Dalmia évoque la demande croissante d'huile d'olive en Inde
Les importations indiennes d'huile d'olive pourraient augmenter de 45 %, mais cela reste un volume extrêmement faible pour une population de 1,25 milliard de personnes.

Le président de l'Association indienne de l'olive, VN Dalmia,
a annoncé que les volumes d'importation d'huile d'olive du pays devraient atteindre 10 000 tonnes au cours de cet exercice financier, ce qui représente une hausse de près de 45 % par rapport à l'année précédente. Cette forte augmentation des importations s'explique par la croissance soutenue de la consommation d'huile d'olive dans les grandes villes indiennes telles que New Delhi et Hyderabad, a-t-il souligné.
Au cours de l'exercice 2011-2012, le volume total des importations d'huile d'olive en Inde
s'élevait à 6 900 tonnes, dont environ 80 % provenaient d'Espagne et d'Italie. Pour le trimestre d'avril à juin 2012, les importations se sont élevées à 2 300 tonnes, ce qui a suscité un certain optimisme quant à la demande croissante d'huile d'olive.
Alors que les importations d’olives de table sont restées globalement stables l’année dernière, elles ont connu une croissance significative en 2012. Les importations d’olives de table en 2011 s’élevaient à 625 tonnes, mais elles ont déjà atteint 616 tonnes au cours des huit premiers mois de 2012.

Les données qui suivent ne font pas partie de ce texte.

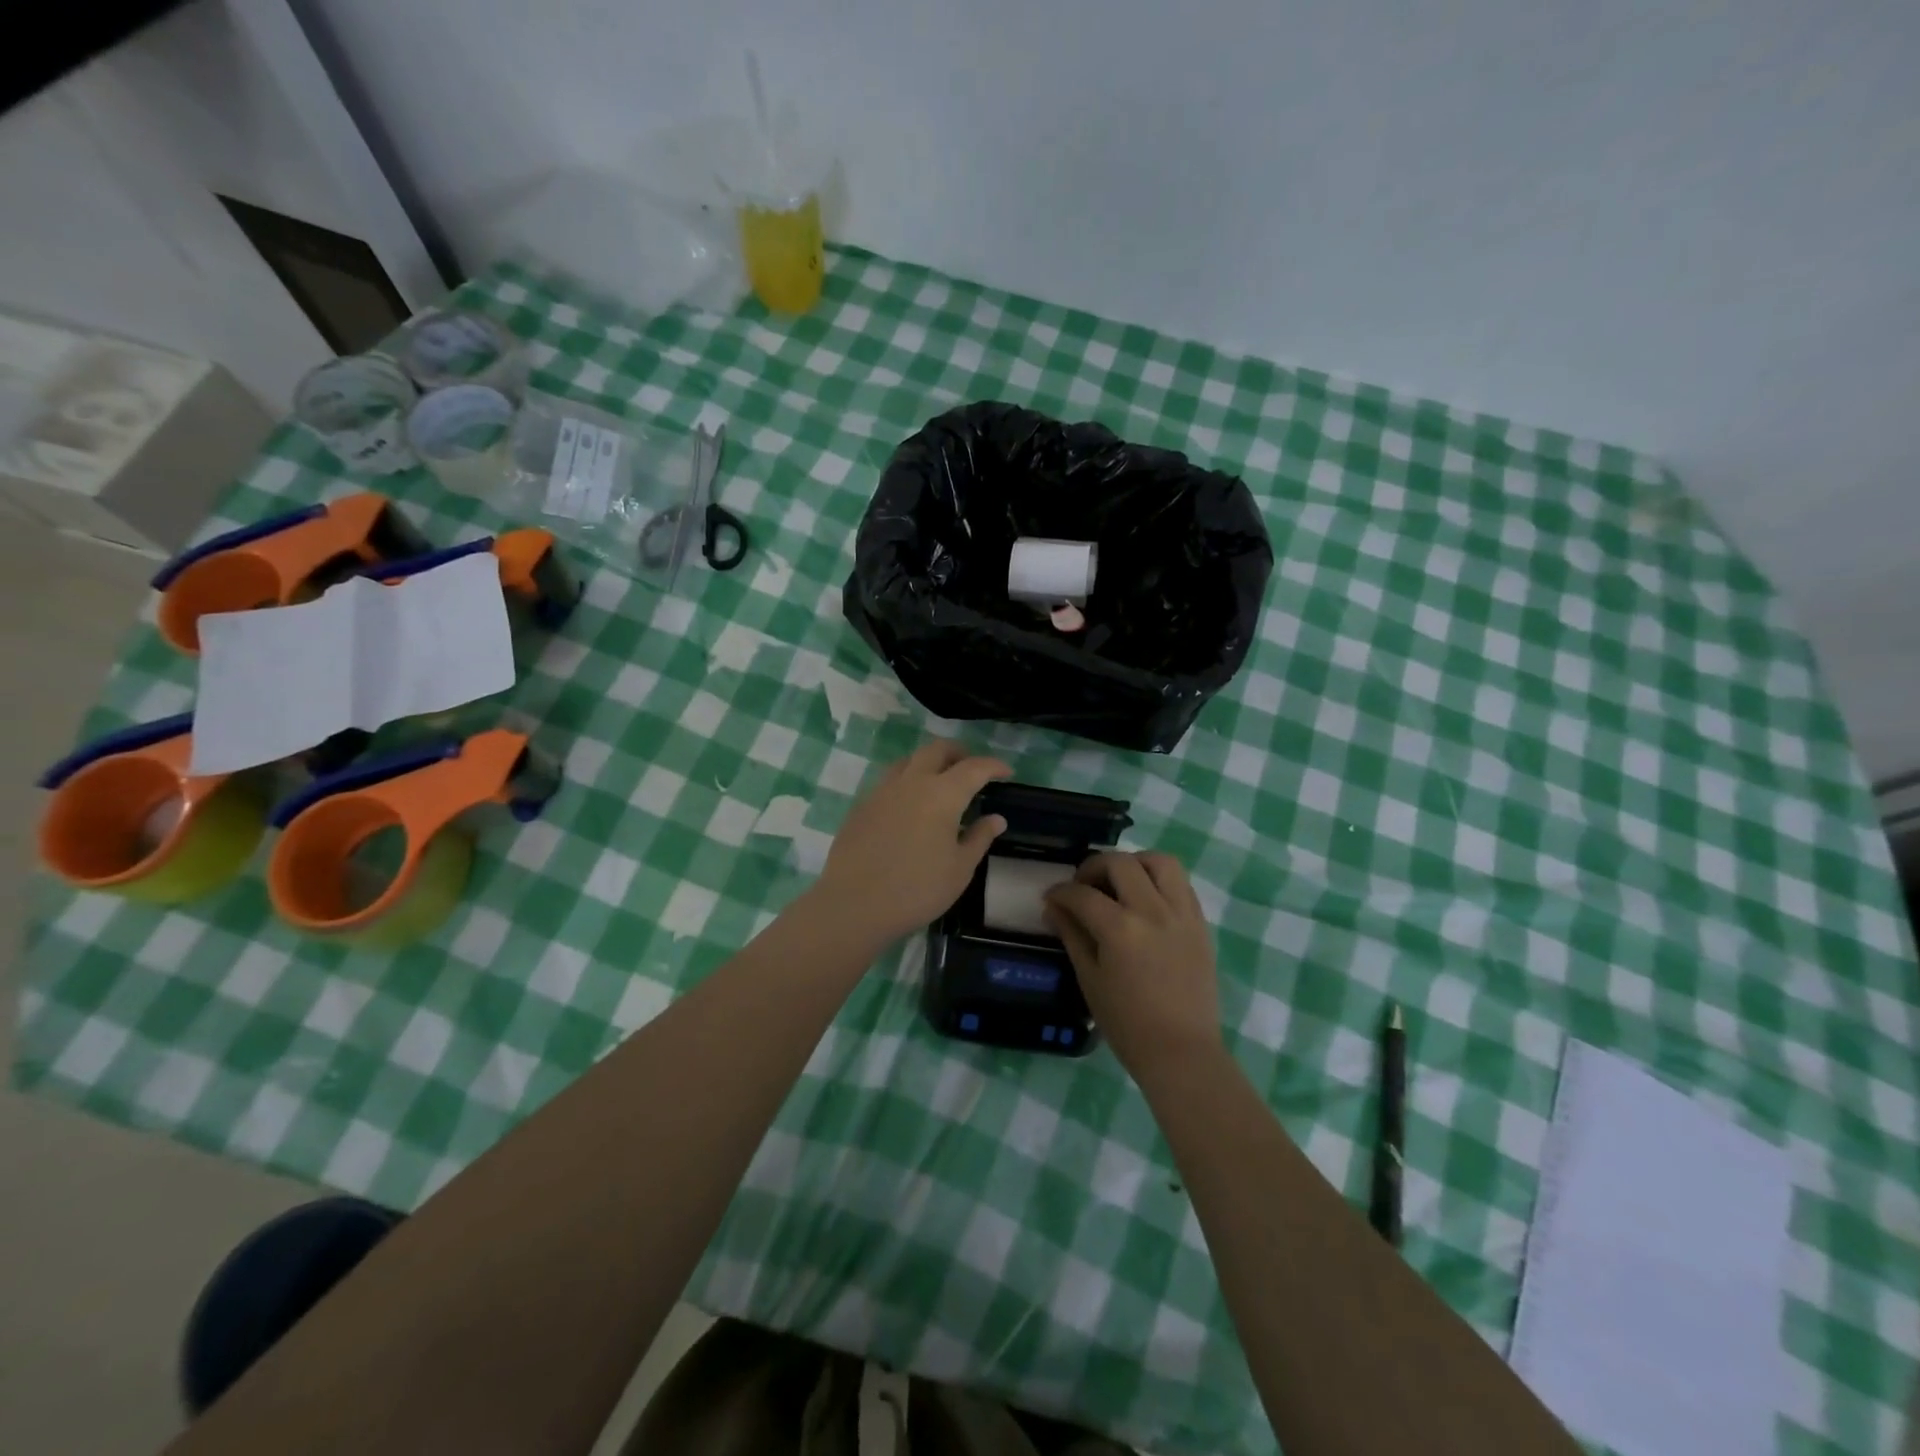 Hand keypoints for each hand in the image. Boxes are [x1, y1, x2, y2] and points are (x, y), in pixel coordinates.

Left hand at [813, 740, 1011, 945]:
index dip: (993, 766)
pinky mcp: (862, 805)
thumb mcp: (959, 869)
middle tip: (973, 769)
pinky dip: (908, 781)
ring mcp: (882, 791)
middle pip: (937, 750)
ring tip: (941, 783)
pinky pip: (890, 781)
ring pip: (910, 760)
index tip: (1006, 772)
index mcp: (942, 794)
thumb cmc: (916, 889)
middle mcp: (912, 782)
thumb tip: (996, 818)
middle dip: (959, 753)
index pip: (974, 767)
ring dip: (930, 763)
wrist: (853, 904)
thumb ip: (979, 838)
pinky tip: (910, 806)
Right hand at [1045, 852, 1222, 1081]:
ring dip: (1134, 862)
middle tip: (1083, 885)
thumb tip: (1053, 907)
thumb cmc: (1127, 1024)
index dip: (1060, 893)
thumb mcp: (1090, 979)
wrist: (1181, 1051)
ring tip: (1120, 881)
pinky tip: (1146, 898)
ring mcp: (1181, 914)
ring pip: (1160, 861)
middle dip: (1093, 867)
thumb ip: (1072, 935)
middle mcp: (1152, 911)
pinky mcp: (1200, 922)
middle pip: (1120, 863)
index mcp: (1120, 929)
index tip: (1051, 898)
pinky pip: (1181, 883)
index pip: (1082, 894)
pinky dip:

Selon M. Dalmia, le nord de l’Inde est un marché clé qui connaît une forte croissance de la demande en huile d’olive. « D’une manière générale, le nord de l’Inde est le plus grand consommateur d’huile d’olive, la répartition étant de 50/50 entre Delhi et le reste du nord de l’Inde. Vient ensuite le sud de l’Inde, où Hyderabad est le plus grand consommateur, suivi de Bangalore et de Chennai. Dans l’ouest de l’Inde, Mumbai est le plus grand consommateur », a-t-il déclaré.
Malgré ces résultats encourageants, 10 000 tonnes représentent une quantité étonnamment faible pour une population aussi immense — environ une cuillère à café et demie par an et par personne — et la majeure partie de l’« huile d’olive » importée dans le pays n’est techniquement pas du tout de l’huile d’olive, mais de l’huile de grignons d’olive.
L’huile de grignons d’olive est la catégorie d’huile comestible la plus basse, dérivée des sous-produits de la production d’huile d’olive selon le même processus de raffinage que celui utilisé pour fabriquer l’huile de colza et d’autres huiles de graines. Les normes internationales ne la classent pas comme un type d’« huile d’olive » — elle constitue une catégorie à part. Si l’huile de grignons d’olive représente tout de même une amélioration pour les Indiens, qui ont traditionnellement utilisé des huiles de graines malsaines comme l’huile de coco et l’huile d’arachide (et qui, par conséquent, présentent le taux de maladies cardiovasculaires le plus élevé au monde), certains critiques estiment que les Indiens méritent mieux.
L'Espagne, l'Italie et la Turquie sont les trois principales sources d'importation d'huile d'olive et d'huile de grignons d'olive de l'Inde. La Grèce, la Syrie et la Tunisie détiennent des parts plus modestes.
Leonardo, Figaro et Borges (y compris Cesar) sont les trois marques leaders qui représentent plus de 60 % des ventes au détail annuelles dans tout le pays. RS, Bertolli, Del Monte, Fragata, Colavita et Athena comptent parmi les autres grandes marques vendues sur le marché indien.